5. A method for providing localized service by a user equipment (UE) in a wireless communication system, the method comprising:

transmitting, to an access and mobility management function (AMF), a registration request message indicating that the UE intends to access the localized service; and

receiving, from the AMF, a registration accept message including a list of localized services provided by a hosting network.

6. The method of claim 5, further comprising:

receiving, from a base station, a system information block (SIB) including information for provided localized service.

7. The method of claim 5, wherein a restricted protocol data unit (PDU) session for the UE is set up so that the restricted PDU session is redirected to localized service captive portal.

8. The method of claim 5, further comprising:

transmitting, to the AMF, a request for the localized service, the request including identifier of the localized service; and

receiving, from the AMF, information for the localized service in response to the request for the localized service.

9. A policy control function (PCF) for providing localized service in a wireless communication system, the PCF comprising:

a transceiver; and

a controller coupled with the transceiver and configured to control to: receive, from a localized service provider (LSP), first information including at least one of quality of service (QoS) profiles for different users, and information for time of service, and transmit, to an access and mobility management function (AMF), second information related to authentication of the at least one user equipment (UE) which is connecting for the localized service.

10. The PCF of claim 9, wherein the first information further includes information for authentication authorization accounting (AAA) server.

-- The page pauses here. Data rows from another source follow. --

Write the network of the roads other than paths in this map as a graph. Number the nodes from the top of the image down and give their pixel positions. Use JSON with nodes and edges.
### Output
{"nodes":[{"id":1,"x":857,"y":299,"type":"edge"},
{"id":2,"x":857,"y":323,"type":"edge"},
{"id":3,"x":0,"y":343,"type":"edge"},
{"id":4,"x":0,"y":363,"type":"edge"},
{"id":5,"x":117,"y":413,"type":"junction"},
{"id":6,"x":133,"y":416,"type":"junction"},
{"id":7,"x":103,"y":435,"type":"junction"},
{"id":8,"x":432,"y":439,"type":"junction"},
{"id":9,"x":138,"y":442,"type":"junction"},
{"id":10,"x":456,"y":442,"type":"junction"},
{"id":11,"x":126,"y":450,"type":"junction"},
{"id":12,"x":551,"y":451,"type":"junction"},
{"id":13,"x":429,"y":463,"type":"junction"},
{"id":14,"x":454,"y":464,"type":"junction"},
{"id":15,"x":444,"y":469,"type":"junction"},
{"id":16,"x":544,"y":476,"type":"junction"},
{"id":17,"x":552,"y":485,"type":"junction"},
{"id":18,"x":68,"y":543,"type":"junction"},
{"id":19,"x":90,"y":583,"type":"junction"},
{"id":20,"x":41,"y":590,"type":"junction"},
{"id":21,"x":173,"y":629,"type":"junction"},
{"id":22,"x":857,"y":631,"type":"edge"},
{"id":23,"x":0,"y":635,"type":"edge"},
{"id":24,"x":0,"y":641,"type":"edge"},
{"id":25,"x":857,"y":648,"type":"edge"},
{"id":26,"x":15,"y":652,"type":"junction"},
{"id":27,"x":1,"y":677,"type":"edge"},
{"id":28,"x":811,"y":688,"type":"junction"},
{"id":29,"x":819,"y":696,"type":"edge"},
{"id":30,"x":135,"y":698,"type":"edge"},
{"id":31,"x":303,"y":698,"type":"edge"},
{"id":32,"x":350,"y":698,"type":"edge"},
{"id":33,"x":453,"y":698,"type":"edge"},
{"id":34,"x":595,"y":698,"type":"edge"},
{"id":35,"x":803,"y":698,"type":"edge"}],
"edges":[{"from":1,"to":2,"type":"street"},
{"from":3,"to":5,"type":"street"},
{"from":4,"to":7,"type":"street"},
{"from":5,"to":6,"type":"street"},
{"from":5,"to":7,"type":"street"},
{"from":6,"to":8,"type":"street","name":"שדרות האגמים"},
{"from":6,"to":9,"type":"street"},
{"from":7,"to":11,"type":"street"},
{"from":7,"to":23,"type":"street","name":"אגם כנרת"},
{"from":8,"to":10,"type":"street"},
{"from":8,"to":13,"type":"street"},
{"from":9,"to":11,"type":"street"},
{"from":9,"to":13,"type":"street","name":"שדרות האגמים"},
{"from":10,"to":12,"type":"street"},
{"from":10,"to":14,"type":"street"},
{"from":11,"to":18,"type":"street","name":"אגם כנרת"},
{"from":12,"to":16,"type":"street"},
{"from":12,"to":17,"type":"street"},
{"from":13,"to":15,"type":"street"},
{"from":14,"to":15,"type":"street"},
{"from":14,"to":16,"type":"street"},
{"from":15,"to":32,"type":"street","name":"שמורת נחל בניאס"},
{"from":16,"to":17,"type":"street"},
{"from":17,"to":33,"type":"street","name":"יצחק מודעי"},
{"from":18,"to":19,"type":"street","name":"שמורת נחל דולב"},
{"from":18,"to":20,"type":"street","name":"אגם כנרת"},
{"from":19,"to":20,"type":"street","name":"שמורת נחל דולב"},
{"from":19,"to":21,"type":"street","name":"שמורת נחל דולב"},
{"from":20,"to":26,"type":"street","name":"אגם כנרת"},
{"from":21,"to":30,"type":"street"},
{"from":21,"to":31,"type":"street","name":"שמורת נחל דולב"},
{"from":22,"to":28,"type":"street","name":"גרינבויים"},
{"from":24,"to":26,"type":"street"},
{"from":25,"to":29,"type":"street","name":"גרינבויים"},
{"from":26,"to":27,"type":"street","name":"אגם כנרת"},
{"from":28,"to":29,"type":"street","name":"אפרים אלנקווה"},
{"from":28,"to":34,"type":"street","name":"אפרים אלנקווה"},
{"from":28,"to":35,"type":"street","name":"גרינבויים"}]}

11. The PCF of claim 9, wherein the controller is configured to control to:

receive, from a session management function (SMF), a policy association request message; and

transmit, to the SMF, a policy association response message including a captive portal URL.

12. The PCF of claim 9, wherein the controller is configured to control to:

receive, from the AMF, a policy association request message before transmitting the second information.

13. A user equipment (UE) for providing localized service in a wireless communication system, the UE comprising:

a transceiver; and

a controller coupled with the transceiver and configured to control to: transmit, to an access and mobility management function (AMF), a registration request message indicating that the UE intends to access the localized service, and receive, from the AMF, a registration accept message including a list of localized services provided by a hosting network.

14. The UE of claim 13, wherein the controller is configured to control to:

receive, from a base station, a system information block (SIB) including information for provided localized service.

15. The UE of claim 13, wherein the controller is configured to control to:

transmit, to the AMF, a request for the localized service, the request including identifier of the localized service; and

receive, from the AMF, information for the localized service in response to the request for the localized service.